= Beginning of Section =

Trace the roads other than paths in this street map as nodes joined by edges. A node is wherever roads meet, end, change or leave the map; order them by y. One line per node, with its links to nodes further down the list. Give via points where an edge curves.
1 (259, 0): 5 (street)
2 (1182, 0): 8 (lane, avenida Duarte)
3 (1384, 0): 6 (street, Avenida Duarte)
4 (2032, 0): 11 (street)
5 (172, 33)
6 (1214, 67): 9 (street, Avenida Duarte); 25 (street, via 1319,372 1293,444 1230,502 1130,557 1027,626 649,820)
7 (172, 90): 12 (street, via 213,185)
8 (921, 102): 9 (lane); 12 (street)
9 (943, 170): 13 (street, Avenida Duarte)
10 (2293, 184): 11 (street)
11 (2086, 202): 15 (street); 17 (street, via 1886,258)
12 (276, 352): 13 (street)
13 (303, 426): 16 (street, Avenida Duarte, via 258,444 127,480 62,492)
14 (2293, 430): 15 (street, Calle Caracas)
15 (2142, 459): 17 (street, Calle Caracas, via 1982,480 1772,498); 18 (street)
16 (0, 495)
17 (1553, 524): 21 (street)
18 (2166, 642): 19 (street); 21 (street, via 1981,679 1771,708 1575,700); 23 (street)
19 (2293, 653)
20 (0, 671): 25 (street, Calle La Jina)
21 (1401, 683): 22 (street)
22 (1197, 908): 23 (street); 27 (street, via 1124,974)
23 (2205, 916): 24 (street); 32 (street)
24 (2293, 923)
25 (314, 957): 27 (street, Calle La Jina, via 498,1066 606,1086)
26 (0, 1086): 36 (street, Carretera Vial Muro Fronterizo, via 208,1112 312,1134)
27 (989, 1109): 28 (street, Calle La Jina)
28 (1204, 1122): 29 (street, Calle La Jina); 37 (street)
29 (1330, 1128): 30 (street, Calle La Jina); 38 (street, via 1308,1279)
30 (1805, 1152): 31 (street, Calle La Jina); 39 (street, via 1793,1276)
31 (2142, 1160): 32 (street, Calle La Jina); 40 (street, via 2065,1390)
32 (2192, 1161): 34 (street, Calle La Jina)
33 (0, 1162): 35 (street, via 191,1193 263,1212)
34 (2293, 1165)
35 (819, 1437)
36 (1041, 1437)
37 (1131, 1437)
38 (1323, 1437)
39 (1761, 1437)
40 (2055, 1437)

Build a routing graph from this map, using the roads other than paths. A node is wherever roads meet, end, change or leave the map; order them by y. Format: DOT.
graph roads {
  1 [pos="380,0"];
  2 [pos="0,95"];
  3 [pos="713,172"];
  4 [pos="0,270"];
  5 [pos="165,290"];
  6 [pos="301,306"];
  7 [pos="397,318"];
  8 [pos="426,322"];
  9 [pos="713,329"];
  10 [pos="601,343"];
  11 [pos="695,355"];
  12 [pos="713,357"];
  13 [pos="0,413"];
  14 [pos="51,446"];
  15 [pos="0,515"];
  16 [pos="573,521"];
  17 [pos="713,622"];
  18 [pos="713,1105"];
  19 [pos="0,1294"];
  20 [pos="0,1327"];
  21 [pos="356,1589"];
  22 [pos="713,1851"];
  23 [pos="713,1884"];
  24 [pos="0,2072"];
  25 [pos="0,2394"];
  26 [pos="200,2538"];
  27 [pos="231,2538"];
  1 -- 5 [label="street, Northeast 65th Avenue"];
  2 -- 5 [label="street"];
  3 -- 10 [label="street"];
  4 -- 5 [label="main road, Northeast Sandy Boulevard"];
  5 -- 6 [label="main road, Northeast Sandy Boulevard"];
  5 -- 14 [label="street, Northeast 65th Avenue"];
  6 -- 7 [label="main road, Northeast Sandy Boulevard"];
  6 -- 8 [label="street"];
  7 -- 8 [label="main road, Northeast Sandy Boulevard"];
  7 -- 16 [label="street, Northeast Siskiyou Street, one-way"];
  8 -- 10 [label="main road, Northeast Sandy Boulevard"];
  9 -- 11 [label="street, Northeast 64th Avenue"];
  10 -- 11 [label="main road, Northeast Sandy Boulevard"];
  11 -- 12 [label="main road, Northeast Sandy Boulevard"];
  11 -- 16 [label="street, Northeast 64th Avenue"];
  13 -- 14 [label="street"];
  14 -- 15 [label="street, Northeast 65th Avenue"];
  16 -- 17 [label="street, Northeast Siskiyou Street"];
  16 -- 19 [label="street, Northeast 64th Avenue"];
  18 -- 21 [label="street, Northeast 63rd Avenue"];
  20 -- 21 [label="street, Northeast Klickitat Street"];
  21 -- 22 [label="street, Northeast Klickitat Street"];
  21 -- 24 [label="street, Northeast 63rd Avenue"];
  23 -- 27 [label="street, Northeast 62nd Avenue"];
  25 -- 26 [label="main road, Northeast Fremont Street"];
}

= End of Section =

Task brief:
Please reproduce each record precisely as written.

Task result:
Trace the roads other than paths in this street map as nodes joined by edges. A node is wherever roads meet, end, change or leave the map; order them by y. One line per node, with its links to nodes further down the list. Give via points where an edge curves.
1 (259, 0): 5 (street)
2 (1182, 0): 8 (lane, avenida Duarte)
3 (1384, 0): 6 (street, Avenida Duarte)
4 (2032, 0): 11 (street)
5 (172, 33)
6 (1214, 67): 9 (street, Avenida Duarte); 25 (street, via 1319,372 1293,444 1230,502 1130,557 1027,626 649,820)
7 (172, 90): 12 (street, via 213,185)
8 (921, 102): 9 (lane); 12 (street)
9 (943, 170): 13 (street, Avenida Duarte)
10 (2293, 184): 11 (street)
11 (2086, 202): 15 (street); 17 (street, via 1886,258)
12 (276, 352): 13 (street)
13 (303, 426): 16 (street, Avenida Duarte, via 258,444 127,480 62,492)
14 (2293, 430): 15 (street, Calle Caracas)
15 (2142, 459): 17 (street, Calle Caracas, via 1982,480 1772,498); 18 (street)
16 (0, 495)
17 (1553, 524): 21 (street)
18 (2166, 642): 19 (street); 21 (street, via 1981,679 1771,708 1575,700); 23 (street)
19 (2293, 653)
20 (0, 671): 25 (street, Calle La Jina)
21 (1401, 683): 22 (street)
22 (1197, 908): 23 (street); 27 (street, via 1124,974)
23 (2205, 916): 24 (street); 32 (street)
24 (2293, 923)
25 (314, 957): 27 (street, Calle La Jina, via 498,1066 606,1086)
26 (0, 1086): 36 (street, Carretera Vial Muro Fronterizo, via 208,1112 312,1134)
27 (989, 1109): 28 (street, Calle La Jina)
28 (1204, 1122): 29 (street, Calle La Jina); 37 (street)
29 (1330, 1128): 30 (street, Calle La Jina); 38 (street, via 1308,1279)
30 (1805, 1152): 31 (street, Calle La Jina); 39 (street, via 1793,1276)
31 (2142, 1160): 32 (street, Calle La Jina); 40 (street, via 2065,1390)
32 (2192, 1161): 34 (street, Calle La Jina)
33 (0, 1162): 35 (street, via 191,1193 263,1212)
34 (2293, 1165)
35 (819, 1437)
36 (1041, 1437)
37 (1131, 1437)
38 (1323, 1437)
39 (1761, 1437)
40 (2055, 1437)

Build a routing graph from this map, using the roads other than paths. A node is wherever roads meet, end, change or leave the map; order them by y. Format: DOT.
graph roads {
  1 [pos="380,0"];
  2 [pos="0,95"];
  3 [pos="713,172"];
  4 [pos="0,270"];
  5 [pos="165,290"];
  6 [pos="301,306"];
  7 [pos="397,318"];
  8 [pos="426,322"];
  9 [pos="713,329"];
  10 [pos="601,343"];
  11 [pos="695,355"];
  12 [pos="713,357"];
  13 [pos="0,413"];
  14 [pos="51,446"];
  15 [pos="0,515"];
  16 [pos="573,521"];
  17 [pos="713,622"];
  18 [pos="713,1105"];
  19 [pos="0,1294"];
  20 [pos="0,1327"];
  21 [pos="356,1589"];
  22 [pos="713,1851"];
  23 [pos="713,1884"];
  24 [pos="0,2072"];
  25 [pos="0,2394"];
  26 [pos="200,2538"];
  27 [pos="231,2538"];
  1 -- 5 [label="street, Northeast 65th Avenue"];
  2 -- 5 [label="street"];
  3 -- 10 [label="street"];
  4 -- 5 [label="main road, Northeast Sandy Boulevard"];
  5 -- 6 [label="main road, Northeast Sandy Boulevard"];
  5 -- 14 [label="street, Northeast 65th Avenue"];
  6 -- 7 [label="main road, Northeast Sandy Boulevard"];
  6 -- 8 [label="street"];
  7 -- 8 [label="main road, Northeast Sandy Boulevard"];
  7 -- 16 [label="street, Northeast Siskiyou Street, one-way"];
  8 -- 10 [label="main road, Northeast Sandy Boulevard"];
  9 -- 11 [label="street, Northeast 64th Avenue"];
  10 -- 11 [label="main road, Northeast Sandy Boulevard"];
  11 -- 12 [label="main road, Northeast Sandy Boulevard"];
  11 -- 16 [label="street, Northeast 64th Avenue"];
  13 -- 14 [label="street"];
  14 -- 15 [label="street, Northeast 65th Avenue"];
  16 -- 17 [label="street, Northeast Siskiyou Street"];
  16 -- 19 [label="street, Northeast 64th Avenue"];
  18 -- 21 [label="street, Northeast 63rd Avenue"];
  20 -- 21 [label="street, Northeast Klickitat Street"];
  21 -- 22 [label="street, Northeast Klickitat Street"];
  21 -- 24 [label="street, Northeast 63rd Avenue"];
  23 -- 27 [label="street, Northeast 62nd Avenue"];
  25 -- 26 [label="main road, Northeast Fremont Street"];
}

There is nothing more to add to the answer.